You can ruin any endeavour by over or under-specialization. While this lesson gets easily lost in corporate technology projects, it's pretty obvious in cooking. No one would staff a 200 table restaurant with one employee per table, waiting, cooking, mixing drinks, and bussing the table. You'd wait forever for meals, and they'd be inconsistent at best. On the other extreme, no one would assemble a chef, sous-chef, and three line cooks to make a bowl of cereal.

Under-specialized

For a small, growing company, the tendency is under-specialization. People go on "wearing many hats" for longer than is practical — waiting too long to get someone good at a particular important task, such as UI design, scaling web services, or QA. This leads to the same deficiencies as the restaurant with no specialization: slow, inconsistent delivery.

This is an issue every growing company deals with. So long as the revenue is growing, it suffices to hire people in the needed specialties, and move existing people into more specialized roles within their aptitude. In some cases, the types of people who do well in a small company with no specialization don't do well in a larger one and will leave when the direction becomes clear. That's good for everyone, since they won't fight the trend to an appropriate level of specialization.

The trap is to have a generation of specialists trying to work with the generalists that came before, stepping all over toes and working to different standards.

Over-specialized

Large corporations tend to over-specialize. I've seen ten million dollar bowls of cereal because people decided to staff a project with analysts, architects, developers, QA, project management, all for something that should have taken half the number of people. Some efforts only need a few people who can collectively perform 7 or 8 different roles temporarily and as required.

Lacking the ability to identify or retain generalists, the solution corporations often implement is to allocate every practitioner to many projects. You'll get 40% of an analyst's time, 15% of an architect, and so on. This attempts to solve the problem by staffing all 8 roles, but at small allocations so the total project only bills the equivalent of 3 full time people. Of course, as any person who's every been on five projects at 20% can tell you, this solution is largely a terrible accounting fiction.

One Size Never Fits All

These problems are perennial issue for any organization, large or small. So what's the solution? As any public service announcement will tell you, "the key is awareness."

Organizations should explicitly choose the level of specialization, and review the choice often enough to prevent large failures. You can have people either wearing 6 hats or working on 6 projects for a very short time, but that's the cue to change the game.

Corporate Trends

Many corporate technology departments were built around in-house, custom-developed, highly complex solutions. One by one, enterprise niches are now being served by purchased applications on commodity infrastructure. What used to take analysts, system architects, and a whole set of developers can sometimes be accomplished with a couple of people who can gather requirements, customize a product, and wrangle a quick user acceptance test. In the CRM niche, we have seen the evolution of custom in-house CRM tools to Salesforce.com.

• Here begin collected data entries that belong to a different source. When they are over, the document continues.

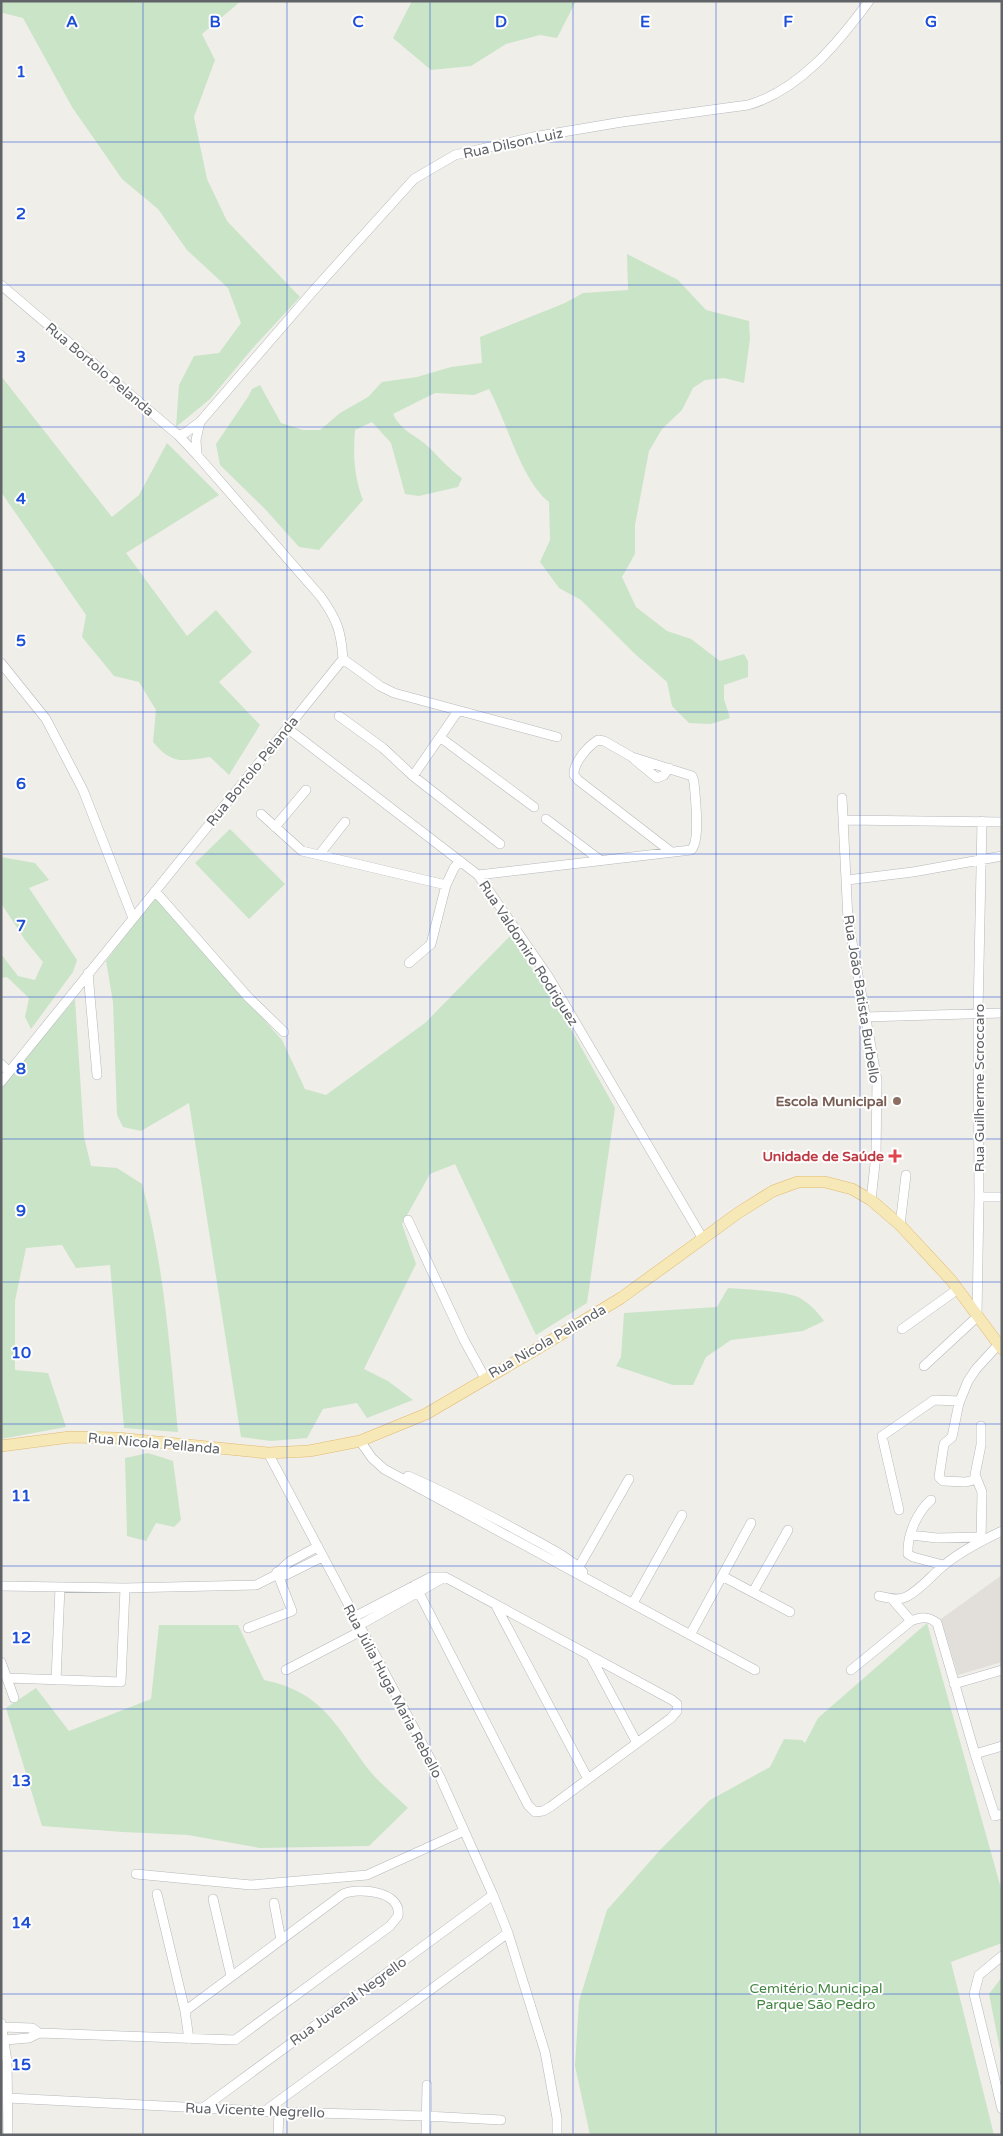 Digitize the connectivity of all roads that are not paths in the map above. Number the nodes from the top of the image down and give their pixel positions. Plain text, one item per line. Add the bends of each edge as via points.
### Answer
1 (869, 1) edge
2 (1, 285) edge
3 (200, 422) junction
4 (178, 435) junction
5 (197, 455) junction
6 (343, 658) junction
7 (1, 663) edge
8 (458, 711) junction
9 (339, 716) dead end
10 (287, 728) junction
11 (557, 737) dead end
12 (440, 738) junction
13 (413, 776) junction
14 (306, 790) dead end
15 (842, 798) dead end
16 (534, 807) dead end
17 (261, 814) dead end
18 (546, 819) dead end
19 (844, 820) junction
20 (982, 821) junction
21 (345, 822) dead end
22 (1002, 822) edge
23 (275, 827) junction
24 (500, 844) dead end
25 (670, 851) junction
26 (319, 855) junction
27 (1002, 856) edge
28 (981, 859) junction
29 (600, 860) junction
30 (460, 861) junction
31 (478, 875) junction
32 (847, 880) junction
33 (446, 885) junction
34 (155, 892) junction
35 (134, 918) junction
36 (409, 963) dead end
37 (88, 974) junction
38 (978, 1013) junction
39 (1002, 1013) edge
40 (865, 1017) junction
41 (284, 1032) dead end
42 (1, 1064) edge
43 (9, 1072) junction
44 (98, 1075) dead end
45 (1, 1082) edge
46 (906, 1175) dead end
47 (979, 1197) junction
48 (1002, 1198) edge
49 (871, 1200) junction
50 (408, 1220) dead end
51 (900, 1224) junction
52 (703, 1239) junction
53 (958, 1289) junction
54 (977, 1317) junction
55 (902, 1328) dead end
56 (1000, 1347) edge
57 (924, 1366) dead end
58 (485, 1378) junction
59 (960, 1400) junction
60 (981, 1426) dead end
61 (360, 1441) junction
62 (1, 1446) edge
63 (268, 1453) junction
64 (629, 1479) dead end
65 (977, 1479) junction
66 (931, 1500) dead end
67 (899, 1510) dead end
68 (682, 1515) dead end
69 (751, 1523) dead end
70 (788, 1530) dead end
71 (1002, 1531) edge
72 (910, 1535) junction
73 (981, 1539) junction
74 (317, 1547) junction
75 (322, 1556) junction
76 (943, 1566) junction
77 (577, 1570) junction
78 (277, 1574) junction
79 (722, 1576) junction
80 (1, 1586) edge
81 (60, 1587) junction
82 (125, 1588) junction
83 (416, 1589) junction
84 (753, 1592) junction
85 (879, 1596) dead end
86 (892, 1599) junction
87 (633, 1603) junction
88 (494, 1604) junction
89 (790, 1612) dead end
90 (354, 1617) junction
91 (912, 1621) junction
92 (248, 1628) dead end
93 (360, 1628) junction
94 (690, 1635) junction
95 (591, 1657) junction
96 (1, 1662) edge
97 (286, 1670) dead end
98 (754, 1670) dead end
99 (851, 1670) dead end
100 (1002, 1670) edge
101 (7, 1678) junction
102 (56, 1680) junction
103 (954, 1684) junction
104 (14, 1698) dead end
105 (637, 1743) junction
106 (1002, 1746) edge
107 (975, 1754) junction
108 (588, 1779) junction
109 (999, 1815) edge
110 (464, 1831) junction
111 (136, 1874) dead end
112 (157, 1894) dead end
113 (494, 1894) junction
114 (213, 1899) dead end
115 (274, 1903) dead end
116 (508, 1933) junction
117 (281, 1940) junction
118 (1002, 1956) edge
119 (231, 1976) junction
120 (185, 2010) junction
121 (2, 2025) edge
122 (39, 2033) junction
123 (189, 2039) junction
124 (5, 2040) junction
125 (427, 2085) dead end
126 (8, 2098) junction
127 (203, 2108) junction
128 (1002, 2110) edge
129 (265, 2111) junction
130 (278, 2112) junction
131 (426, 2116) junction
132 (501, 2120) dead end
133 (8, 2135) edge
134 (278, 2135) edge
135 (426, 2135) edge
136 (556, 2135) edge

1 - 3 street, Rua Dilson Luiz via 841,38 810,67 767,99 748,105 533,137 455,155 414,179
2 - 4 street, Rua Bortolo Pelanda
3 - 4 street, Rua Dilson Luiz via 185,434
3 - 5 street
4 - 5 street, Rua Bortolo Pelanda
5 - 6 street, Rua Bortolo Pelanda via 321,598 336,619
6 - 8 street via 386,690
6 - 10 street, Rua Bortolo Pelanda
7 - 35 street via 46,719 83,790
8 - 11 street
8 - 12 street
9 - 13 street via 383,748
10 - 30 street, Rua Valdomiro Rodriguez
10 - 34 street, Rua Bortolo Pelanda
12 - 13 street
12 - 16 street
13 - 24 street
14 - 23 street
15 - 19 street, Rua João Batista Burbello
17 - 23 street
18 - 29 street
19 - 20 street
19 - 32 street, Rua João Batista Burbello
20 - 22 street
20 - 28 street, Rua Guilherme Scroccaro
21 - 26 street
23 - 26 street via 302,851
25 - 25 street via 578,780 573,772 576,764 598,740 632,757 689,774 694,782 695,846 691,850
25 - 29 street
26 - 33 street
27 - 28 street
28 - 32 street
28 - 38 street, Rua Guilherme Scroccaro
29 - 31 street
30 - 31 street, Rua Valdomiro Rodriguez
30 - 33 street
31 - 52 street, Rua Valdomiro Rodriguez via 548,976
32 - 40 street, Rua João Batista Burbello via 848,920
33 - 36 street via 431,944
34 - 35 street, Rua Bortolo Pelanda
34 - 41 street via 248,997
35 - 37 street, Rua Bortolo Pelanda
37 - 43 street, Rua Bortolo Pelanda
37 - 44 street
38 - 39 street
38 - 40 street
38 - 47 street, Rua Guilherme Scroccaro
40 - 49 street, Rua João Batista Burbello via 877,1080 876,1155
42 - 43 street
43 - 45 street, Rua Bortolo Pelanda
46 - 51 street
47 - 48 street
47 - 54 street, Rua Guilherme Scroccaro
49 - 51 main road, Rua Nicola Pellanda
49 - 52 main road, Rua Nicola Pellanda via 852,1188 825,1182 798,1182 773,1191
50 - 58 street
51 - 53 main road, Rua Nicola Pellanda
52 - 58 main road, Rua Nicola Pellanda via 621,1298
53 - 54 main road, Rua Nicola Pellanda
53 - 55 street
54 - 56 main road, Rua Nicola Pellanda
54 - 57 street
56 - 59 street via 976,1369
58 - 61 main road, Rua Nicola Pellanda via 426,1414
59 - 65 street via 952,1437 942,1450 939,1477 942,1481
59 - 67 street via 934,1400 882,1436
60 - 65 street
61 - 63 main road, Rua Nicola Pellanda via 309,1451
61 - 77 street via 374,1460
62 - 63 main road, Rua Nicola Pellanda via 70,1436
63 - 74 street, Rua Júlia Huga Maria Rebello
64 - 77 street
65 - 73 street via 982,1492
66 - 72 street via 916,1519
68 - 87 street
69 - 79 street
70 - 84 street
71 - 73 street
72 - 73 street
72 - 76 street via 908,1554
73 - 76 street
74 - 75 street, Rua Júlia Huga Maria Rebello
74 - 78 street via 289,1562
75 - 78 street via 286,1575
75 - 90 street, Rua Júlia Huga Maria Rebello
76 - 86 street via 918,1589 904,1598
77 - 87 street
78 - 82 street via 256,1585
78 - 92 street via 292,1611
79 - 84 street
79 - 94 street
80 - 81 street
81 - 82 street
81 - 102 street
82 - 102 street via 121,1682
83 - 88 street via 445,1577
83 - 90 street
83 - 93 street
83 - 108 street via 530,1808 535,1812 543,1811
84 - 89 street
85 - 86 street
86 - 91 street
87 - 94 street
88 - 95 street
88 - 108 street
90 - 93 street, Rua Júlia Huga Maria Rebello
91 - 99 street
91 - 103 street via 928,1618 937,1623
93 - 97 street
93 - 110 street, Rua Júlia Huga Maria Rebello via 440,1777
94 - 98 street
95 - 105 street
95 - 105 street via 677,1704 674,1716
96 - 101 street
100 - 103 street
101 - 102 street
101 - 104 street
103 - 107 street
105 - 108 street
106 - 107 street
107 - 109 street
110 - 111 street via 367,1875 251,1885
110 - 113 street, Rua Júlia Huga Maria Rebello
112 - 120 street
113 - 116 street, Rua Júlia Huga Maria Rebello
113 - 127 street, Rua Juvenal Negrello
114 - 119 street
115 - 117 street
116 - 129 street
116 - 136 street, Rua Júlia Huga Maria Rebello via 545,2052 557,2118
117 - 119 street
117 - 123 street via 350,1891 389,1896 398,1909 396,1920 390,1926 235,2040
118 - 128 street via 978,1975 974,1994
119 - 120 street
120 - 123 street
121 - 122 street via 32,2028
121 - 124 street
122 - 123 street
122 - 124 street via 29,2038
124 - 126 street
125 - 131 street
126 - 127 street, Rua Vicente Negrello
126 - 133 street
127 - 129 street, Rua Vicente Negrello
129 - 130 street, Rua Vicente Negrello
130 - 131 street, Rua Vicente Negrello
130 - 134 street
131 - 132 street, Rua Vicente Negrello
131 - 135 street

This trend means many corporate technology departments are getting smaller and less specialized. It's hard to let go a good employee because you just don't need that kind of work anymore. And don't think that the existing employees won't see this transition coming.

But the solution is still to evaluate the level of specialization required in each situation and intentionally craft the organization. Corporations have to remember that just because it's more difficult in a shrinking organization than a growing one doesn't mean it's not the right thing to do.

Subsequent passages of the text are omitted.